Ela conta que precisou retornar ao Rio para a reconstituição do crime, mas a Anistia alegou que não poderia sustentar a família por três meses, já que o dinheiro foi usado para a viagem ao Brasil. Seu marido precisou buscar ajuda financeira com amigos e familiares para que conseguissem se manter.
"Não tinha como vivenciar a normalidade depois desse episódio bárbaro. Foi muito doloroso para mim, porque é muito violento ser obrigada a sair da sua cidade, do seu país. Mas foi ainda mais doloroso não poder participar dos ritos de despedida da Marielle. Eu fui impedida, não foi uma escolha minha”, desabafou Fernanda. Marielle e Fernanda eram amigas há 15 anos, e a vereadora era madrinha de sua filha.
Ao relembrar de Marielle, a jornalista descreve a dificuldade em resumir quem ela era. “É difícil descrever Marielle, ela era muita coisa, muito grande. Marielle queria viver intensamente, experimentar tudo o que fosse possível", disse. Segundo Fernanda, a parlamentar sempre foi uma pessoa determinada, capaz de ser o que quisesse, apesar das barreiras que o mundo impõe, especialmente a mulheres negras e LGBTQIA+.
Para Fernanda, aqueles que tentaram interromper a trajetória de Marielle não conseguiram. “Tiraram da gente, mas não conseguiram interromper o que Marielle representa. Vão ter que conviver com ela estampada em muros, com o que ela representa”, afirma.

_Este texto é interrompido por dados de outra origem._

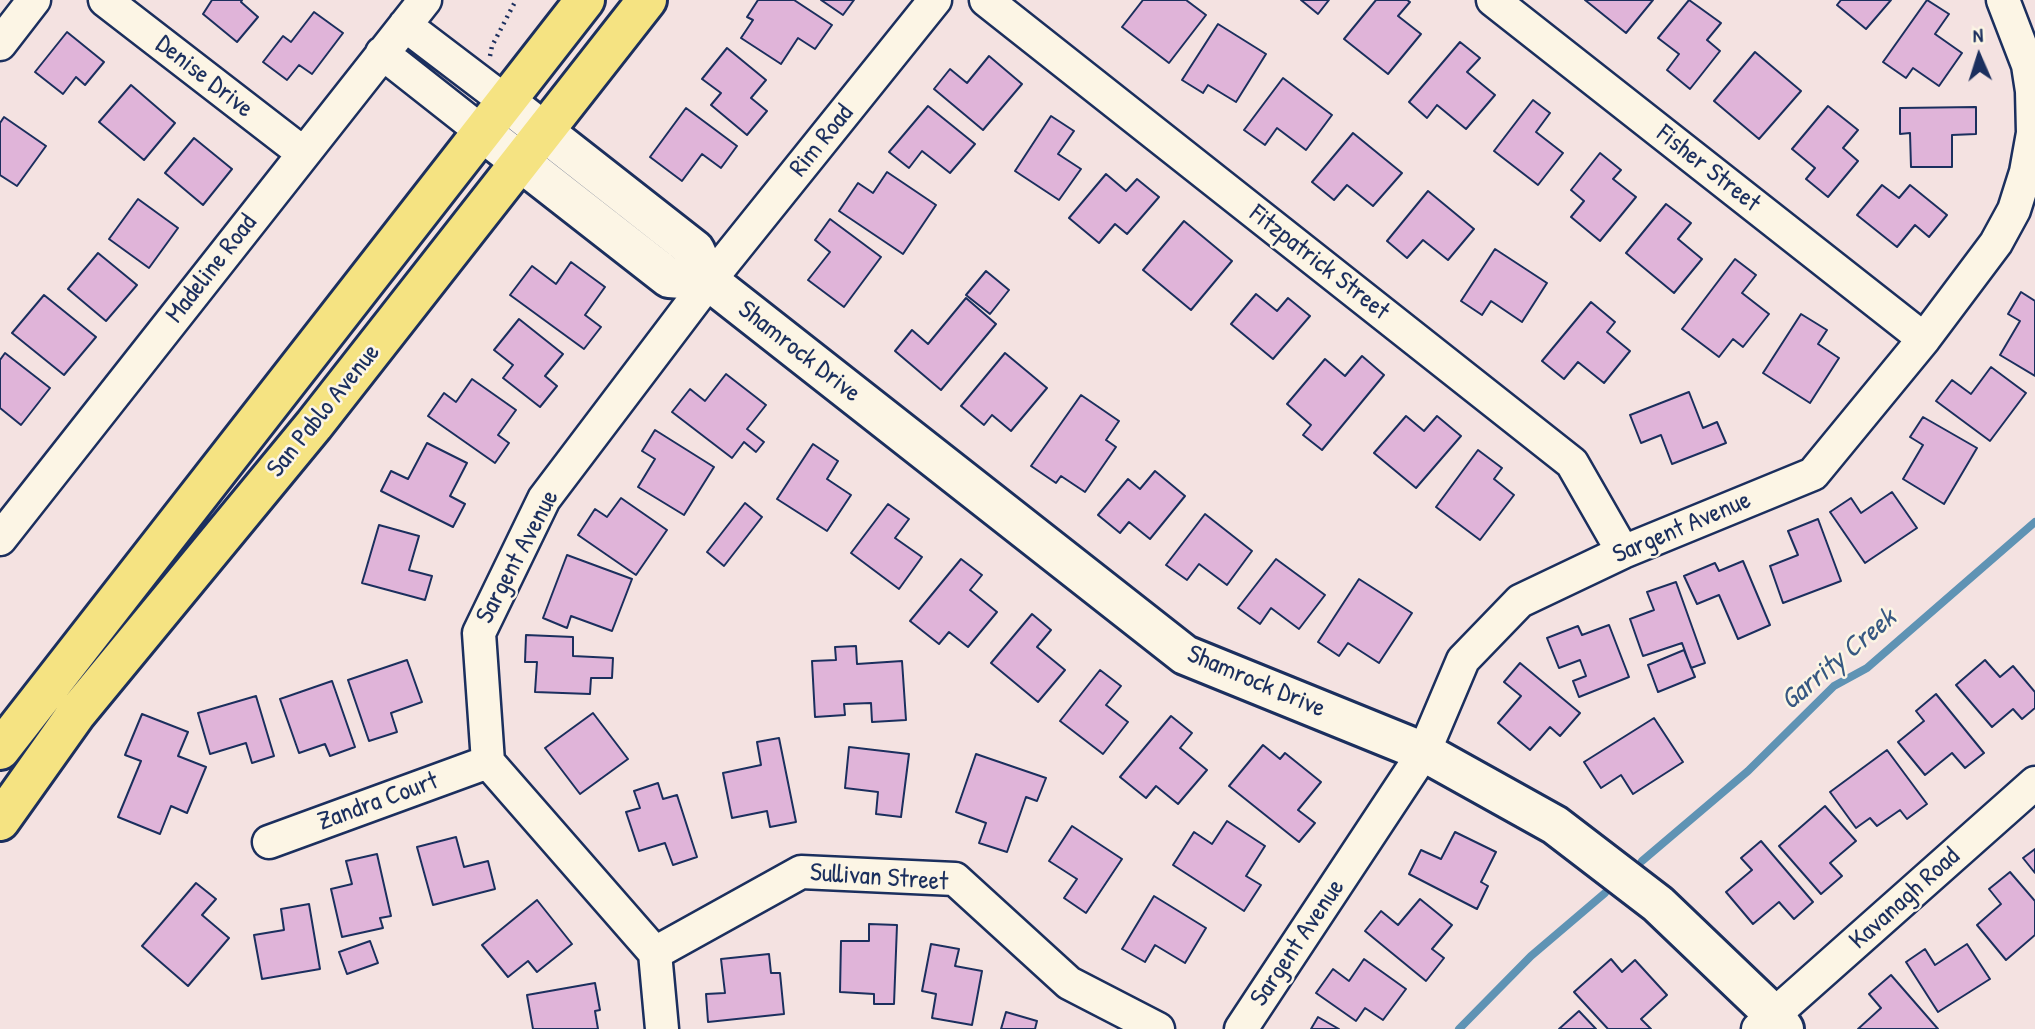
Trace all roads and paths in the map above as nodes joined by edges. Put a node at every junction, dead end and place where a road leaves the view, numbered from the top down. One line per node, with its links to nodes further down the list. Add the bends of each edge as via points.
1 (34, 0): 12 (street)
2 (105, 0): 17 (street, Denise Drive)
3 (425, 0): 11 (street, Madeline Road)
4 (516, 0): 14 (path, via 489,61)
5 (585, 0): 14 (main road, San Pablo Avenue)
6 (647, 0): 16 (main road, San Pablo Avenue)
7 (935, 0): 18 (street, Rim Road)
8 (986, 0): 21 (street, Fitzpatrick Street, via 1572,463)
9 (1493, 0): 19 (street, Fisher Street)
10 (2003, 0): 19 (street, Sargent Avenue, via 2021,40 2032,91 2033,133 2026,172 1996,243)
11 (405, 24): 13 (street, Madeline Road); 14 (street, Shamrock Drive)
12 (0, 44)
13 (382, 53): 15 (street, Shamrock Drive); 17 (street, Madeline Road)
14 (500, 83): 15 (main road, San Pablo Avenue); 16 (street, Shamrock Drive)
15 (481, 131): 16 (street, Shamrock Drive); 22 (main road, San Pablo Avenue)
16 (533, 147): 18 (street, Shamrock Drive, via 695,250); 26 (main road, San Pablo Avenue, via 314,425 76,714)
17 (303, 153): 20 (street, Madeline Road)
18 (709, 282): 23 (street, Shamrock Drive, via 1185,655); 24 (street, Sargent Avenue, via 544,499 479,633)
19 (1924, 339): 21 (street, Sargent Avenue, via 1813,474)
20 (0, 539)
21 (1623, 552): 23 (street, Sargent Avenue, via 1520,601 1463,660)
22 (0, 750)
23 (1424, 752): 29 (street, Shamrock Drive, via 1555,825 1658,904); 32 (street, Sargent Avenue)
24 (488, 762): 27 (street, Zandra Court); 28 (street)
25 (2035, 783): 29 (street, Kavanagh Road)
26 (0, 821)
27 (269, 842)
28 (655, 953): 30 (street); 31 (street, Sullivan Street, via 800,872 955,879 1069,983)
29 (1772, 1024)
30 (662, 1029)
31 (1158, 1029)
32 (1241, 1029)

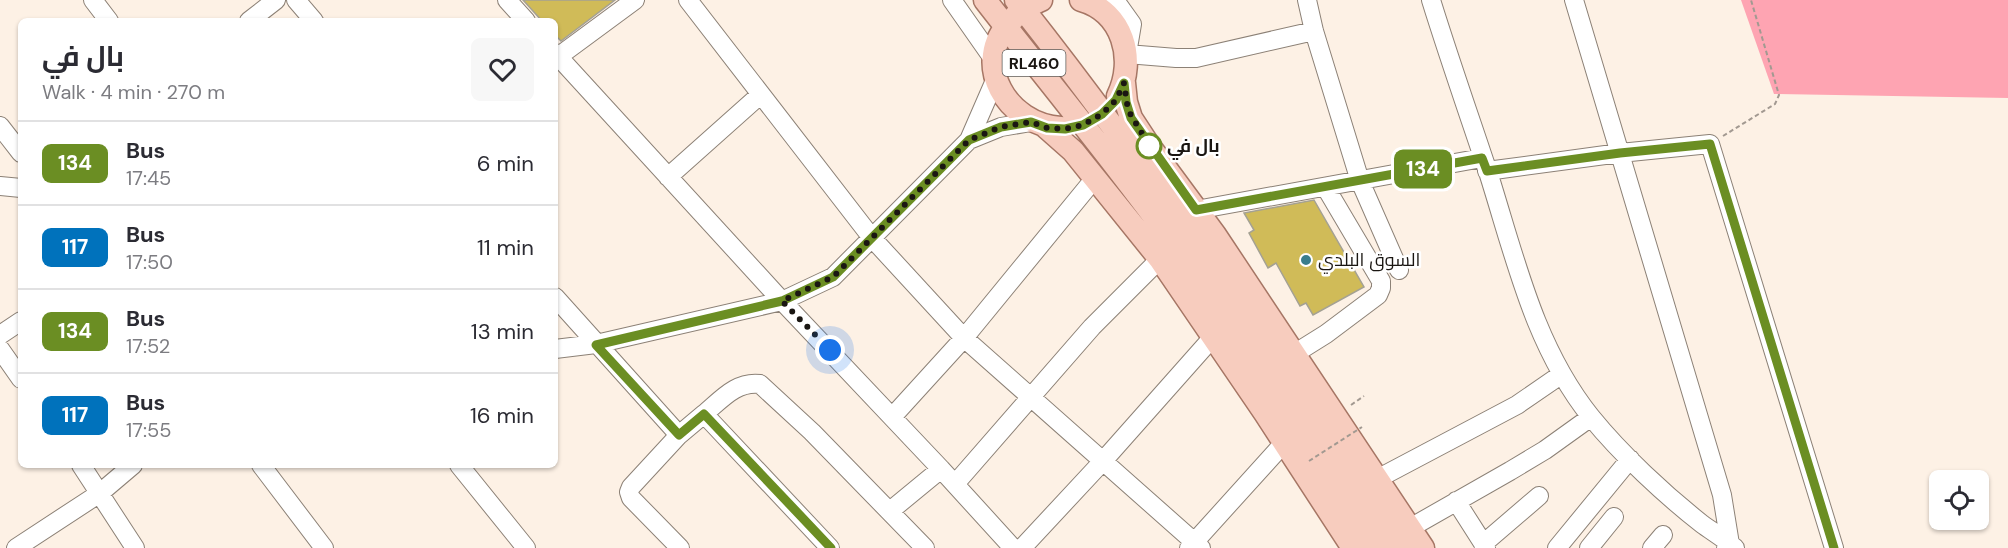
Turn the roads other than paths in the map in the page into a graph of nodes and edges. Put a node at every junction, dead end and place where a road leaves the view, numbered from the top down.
1 (93, 0) edge
2 (276, 0) edge
3 (296, 0) edge
4 (507, 0) edge
5 (635, 0) edge
6 (688, 0) edge
7 (952, 0) edge
8 (985, 0) edge
9 (1307, 0) edge
10 (1575, 0) edge
11 (1085, 1) edge
12 (1436, 1) edge
13 (1026, 3) edge
14 (107, 18) edge
15 (253, 18) edge
16 (311, 18) edge
17 (523, 18) edge
18 (1005, 26) junction
19 (1314, 31) junction
20 (1127, 54) junction
21 (558, 55) edge
22 (558, 58) edge
23 (995, 69) junction
24 (1124, 83) junction
25 (760, 95) junction
26 (1093, 120) junction
27 (1039, 125) junction
28 (0, 126) edge
29 (969, 140) junction
30 (18, 149) edge
31 (1620, 153) junction
32 (1485, 165) junction
33 (668, 177) junction
34 (1095, 178) junction
35 (1360, 181) junction
36 (0, 186) edge
37 (18, 188) edge
38 (1326, 188) junction
39 (1196, 210) junction
40 (872, 238) junction
41 (1160, 260) junction
42 (1398, 270) dead end
43 (558, 301) edge
44 (782, 301) junction
45 (18, 323) edge
46 (0, 335) edge
47 (1213, 337) junction
48 (963, 338) junction
49 (596, 345) junction
50 (558, 349) edge
51 (0, 350) edge
52 (1294, 354) junction
53 (1562, 374) junction
54 (18, 375) edge
55 (1032, 398) junction
56 (704, 414) junction
57 (893, 416) junction
58 (1591, 417) junction
59 (679, 435) junction
60 (1284, 443) junction
61 (1630, 459) junction
62 (1103, 461) junction
63 (83, 468) edge
64 (129, 468) edge
65 (263, 468) edge
66 (461, 468) edge
67 (942, 469) junction
68 (1377, 478) junction
69 (956, 484) junction
70 (100, 493) junction
71 (1539, 496) dead end
72 (1456, 501) junction
73 (890, 511) junction
74 (1614, 517) dead end
75 (1410, 528) junction
76 (1195, 546) edge
77 (1485, 546) edge
78 (1730, 546) edge
79 (16, 548) edge
80 (135, 548) edge
81 (324, 548) edge
82 (525, 548) edge
83 (680, 548) edge
84 (831, 548) edge
85 (925, 548) edge
86 (1013, 548) edge
87 (1022, 548) edge
88 (1353, 548) edge
89 (1377, 548) edge
90 (1400, 548) edge
91 (1423, 548) edge
92 (1557, 548) edge
93 (1589, 548) edge
94 (1834, 548) edge

1 - 14 street
2 - 15 street
3 - 16 street
4 - 17 street
5 - 21 street
6 - 25 street
7 - 23 street
8 - 18 main road, RL460
9 - 19 street
10 - 31 street
11 - 20 main road
12 - 32 street
13 - 18 main road
13 - 26 main road, RL460
18 - 23 main road
18 - 26 main road, RL460
19 - 20 street
19 - 35 street
20 - 24 main road
22 - 33 street
23 - 27 main road
23 - 29 street
24 - 26 main road
24 - 39 main road
25 - 33 street
25 - 40 street
26 - 27 main road
26 - 89 main road
26 - 90 main road
27 - 29 street
27 - 34 main road
28 - 30 street
29 - 40 street
31 - 32 street
31 - 78 street
31 - 94 street
32 - 35 street
32 - 53 street
33 - 44 street
34 - 41 main road
34 - 48 street
35 - 38 street
35 - 42 street
36 - 37 street
38 - 39 street
38 - 52 street
39 - 52 main road
40 - 44 street
40 - 48 street
41 - 47 main road
41 - 55 street
43 - 49 street
44 - 49 street
44 - 57 street
45 - 46 street
47 - 60 main road
47 - 62 street
48 - 55 street
48 - 57 street
49 - 50 street
49 - 59 street
51 - 54 street
52 - 68 main road
53 - 58 street
53 - 68 street
55 - 62 street
55 - 69 street
56 - 59 street
56 - 73 street
56 - 84 street
57 - 67 street
58 - 61 street
58 - 72 street
59 - 83 street
60 - 76 street
60 - 88 main road
61 - 78 street
61 - 92 street
62 - 76 street
62 - 87 street
63 - 70 street
64 - 70 street
65 - 81 street
66 - 82 street
67 - 69 street
67 - 73 street
68 - 75 main road
69 - 86 street
70 - 79 street
70 - 80 street
71 - 77 street
72 - 75 street
72 - 77 street
73 - 85 street
74 - 93 street
75 - 91 main road

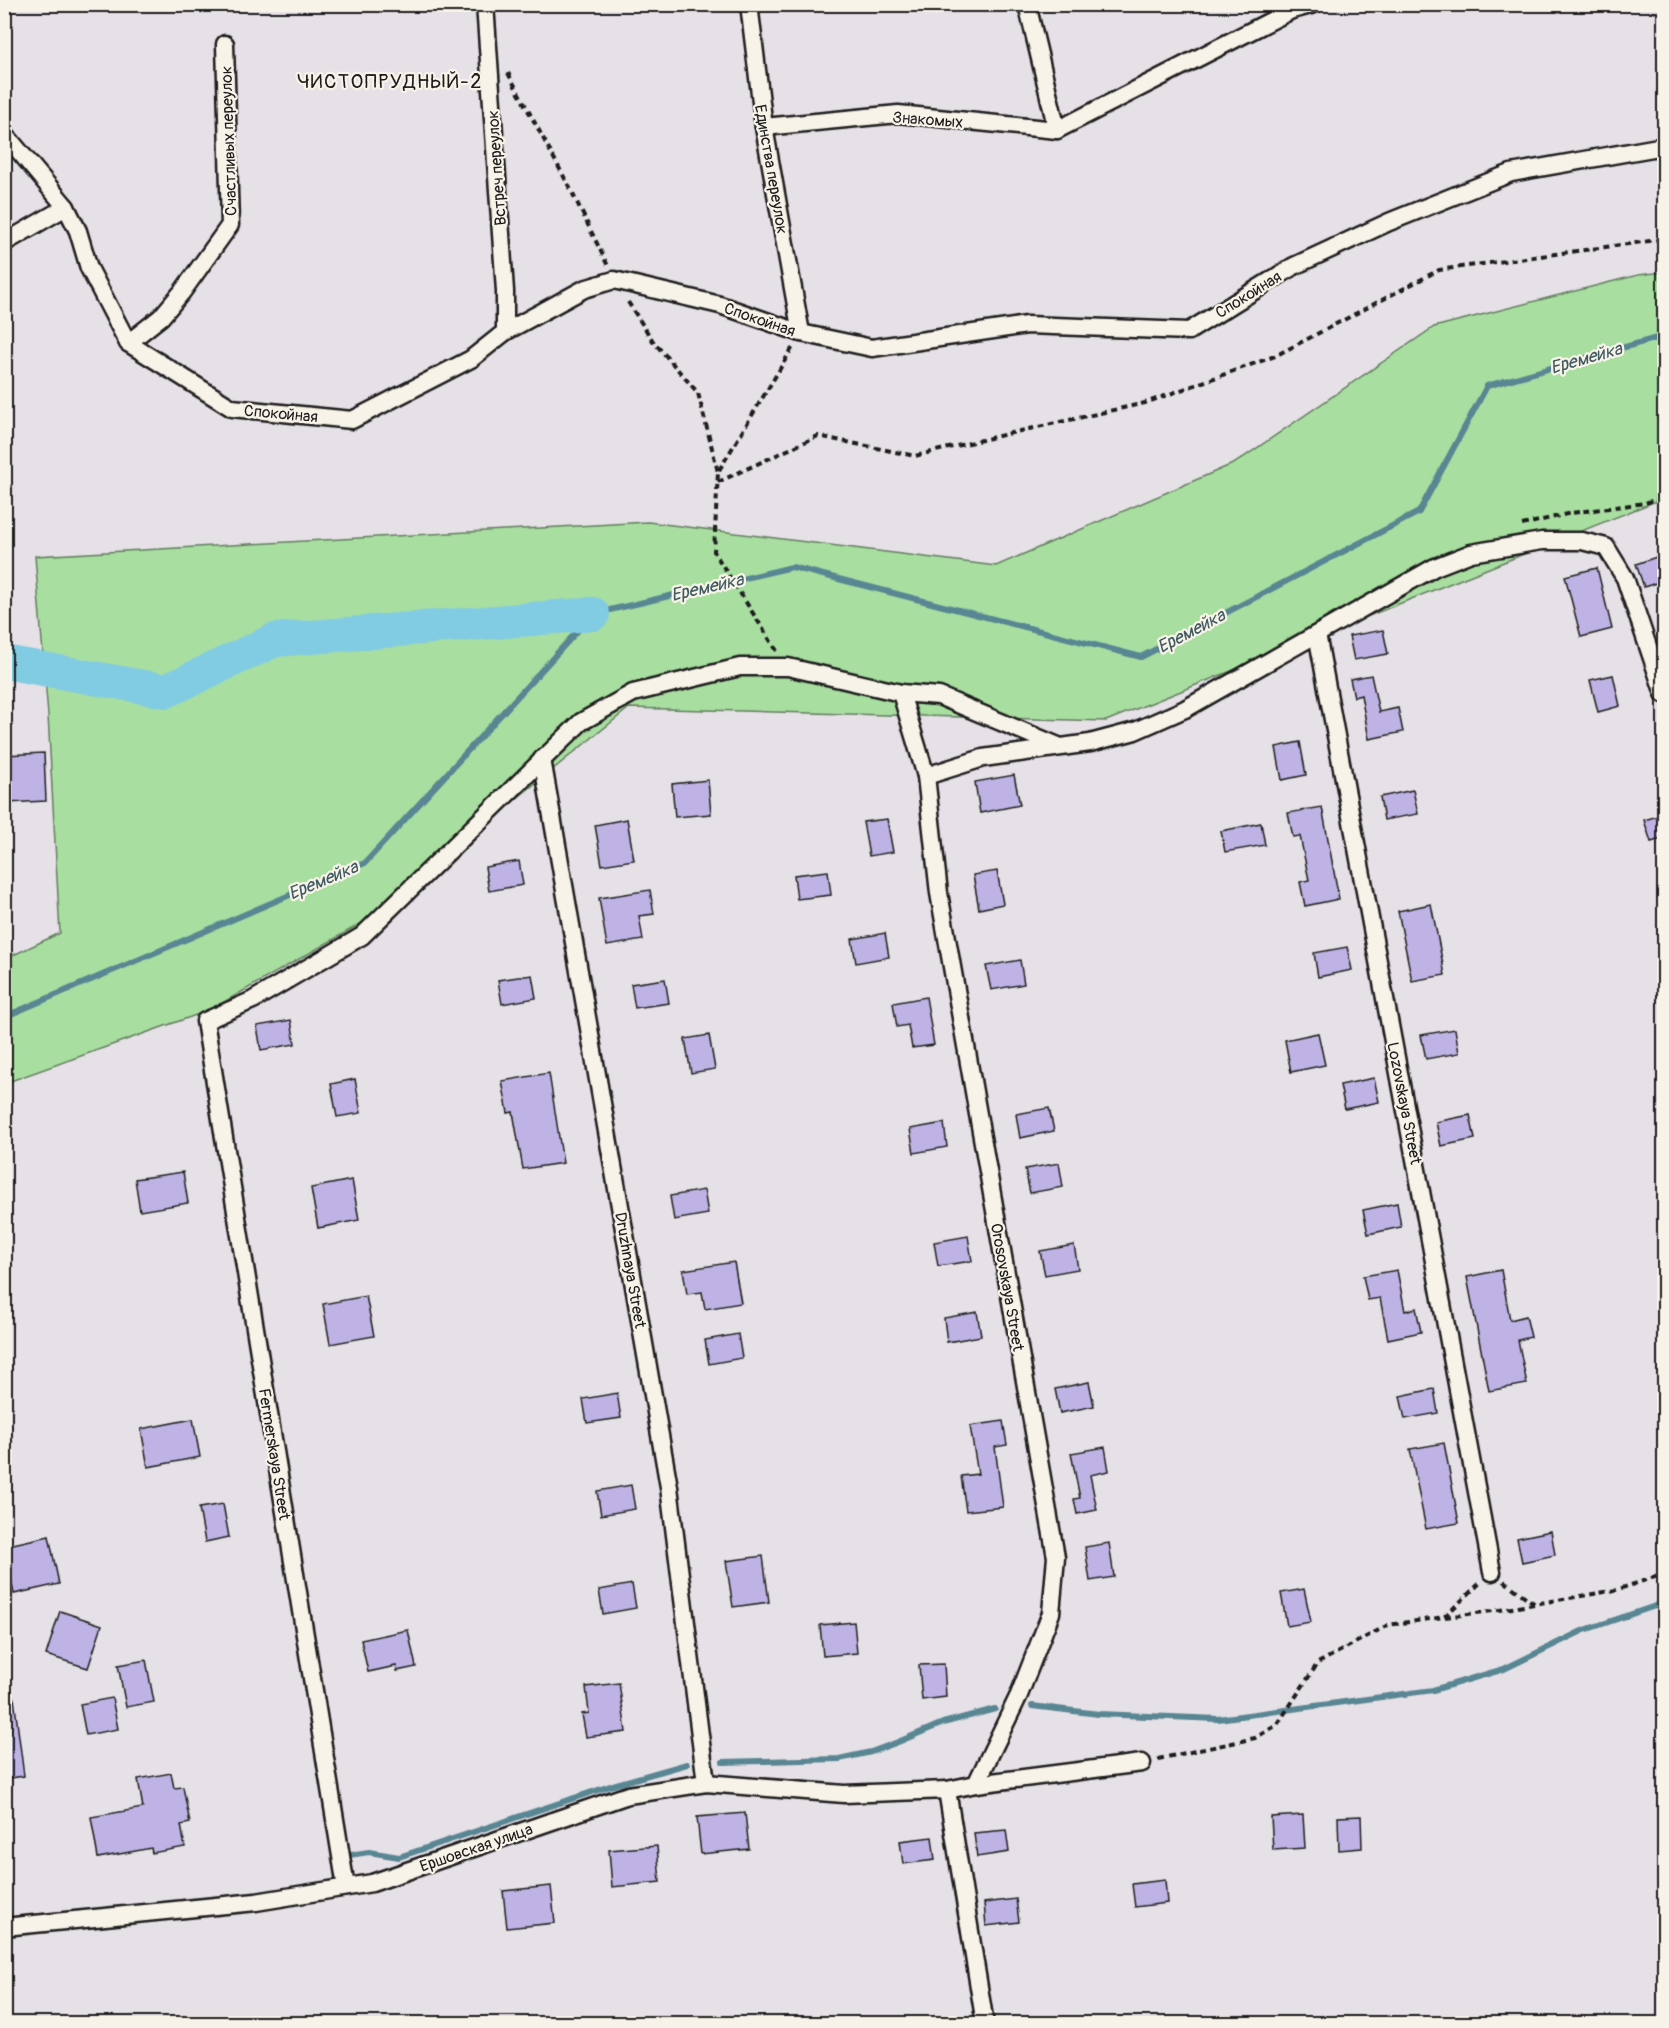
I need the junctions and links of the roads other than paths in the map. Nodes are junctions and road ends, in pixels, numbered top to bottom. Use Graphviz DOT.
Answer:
graph roads {
  1 [pos="485,4"];
  2 [pos="749,4"];
  3 [pos="1027,4"];
  4 [pos="1314,4"];
  5 [pos="1292,7"];
  6 [pos="225,44"];
  7 [pos="764,127"];
  8 [pos="1057,130"];
  9 [pos="4,133"];
  10 [pos="1659,148"];
  11 [pos="66,207"];
  12 [pos="4,243"];
  13 [pos="505,332"];
  14 [pos="801,333"];
  15 [pos="128,343"];
  16 [pos="1317,634"];
  17 [pos="901,693"];
  18 [pos="1665,694"];
  19 [pos="1058,747"];
  20 [pos="542,759"];
  21 [pos="926,776"];
  22 [pos="1492,1572"];
  23 [pos="1142,1762"];
  24 [pos="706,1783"];
  25 [pos="976,1784"];
  26 [pos="947,1790"];
  27 [pos="346,1887"];
  28 [pos="4,1927"];
  29 [pos="985,2024"];
  1 -- 13 [label="street, Встреч переулок"];
  2 -- 7 [label="street, Единства переулок"];
  3 -- 8 [label="street"];
  4 -- 5 [label="street"];
  5 -- 8 [label="street"];
  6 -- 15 [label="street, Счастливых переулок"];
  7 -- 8 [label="street, Знакомых"];
  7 -- 14 [label="street, Единства переулок"];
  9 -- 11 [label="street"];
  10 -- 14 [label="street, Спокойная"];
  11 -- 12 [label="street"];
  11 -- 15 [label="street"];
  13 -- 14 [label="street, Спокойная"];
  13 -- 15 [label="street, Спокойная"];
  16 -- 18 [label="street"];
  16 -- 19 [label="street"];
  16 -- 22 [label="street, Lozovskaya Street"];
  17 -- 19 [label="street"];
  17 -- 20 [label="street"];
  17 -- 21 [label="street, Orosovskaya Street"];
  19 -- 21 [label="street"];
  20 -- 24 [label="street, Druzhnaya Street"];
  20 -- 27 [label="street, Fermerskaya Street"];
  21 -- 25 [label="street, Orosovskaya Street"];
  23 -- 25 [label="street, Ершовская улица"];
  24 -- 26 [label="street, Ершовская улица"];
  24 -- 27 [label="street, Ершовская улица"];
  25 -- 26 [label="street, Ершовская улица"];
  26 -- 29 [label="street"];
  27 -- 28 [label="street, Ершовская улица"];
}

Na oitiva, a assessora lembrou que Marielle foi a quinta vereadora mais votada em sua primeira eleição, em 2016, e disse que, apesar de não ser popular em toda a cidade, a parlamentar era bastante conhecida nos meios em que atuava, como o de defesa da moradia. "Não era uma mulher muito conhecida do Rio, mas era conhecida em alguns nichos, algumas atuações, ela teve 46 mil votos em uma primeira eleição, ninguém faz 46 mil votos à toa. Ela não era muito conhecida, mas já começava a galgar esse reconhecimento", afirmou e também confirmou à acusação que ela atuava no combate às milícias e invasão de terras, desde antes do mandato.
Ainda segundo Fernanda, a vereadora tinha preocupação com a segurança dela e de seus assessores, mas não temia sofrer um atentado e estava atenta às ameaças que outros parlamentares do partido vinham recebendo, como a vereadora de Niterói, Taliria Petrone (PSOL), e o deputado federal,Jean Willys (PT).
Por fim, a defesa de Ronnie Lessa questionou sobre as primeiras pessoas que chegaram à cena do crime. Já a defesa de Élcio de Queiroz e o júri optaram por não fazer perguntas. O depoimento de Fernanda durou cerca de 1h30. A próxima testemunha a ser ouvida será Marinete Silva, mãe de Marielle Franco.
No júri popular, os ex-PMs serão julgados pelo duplo homicídio triplamente qualificado, por motivo torpe, emboscada e recurso que dificultou a defesa da vítima, e pela tentativa de homicídio contra Fernanda. Durante os dias de julgamento, os jurados ficam incomunicáveis e dormem em dependências restritas TJRJ. Para o Tribunal do Júri, foram selecionadas 21 pessoas comuns. Deste grupo, sete homens foram sorteados na hora para compor, de fato, o júri. Lessa é apontado como autor dos disparos e Élcio o responsável por dirigir o veículo utilizado na emboscada.
De acordo com o assassino confesso, o crime teria sido encomendado pelos irmãos Brazão, que buscavam enfraquecer a atuação da vereadora contra loteamentos clandestinos na Zona Oeste, onde tinham interesses econômicos. Domingos e Chiquinho Brazão estão presos desde o fim de março após uma operação da Polícia Federal. Eles respondem pelos crimes de homicídio e organização criminosa e permanecem detidos por ordem do ministro Alexandre de Moraes, relator do caso no Supremo Tribunal Federal (STF).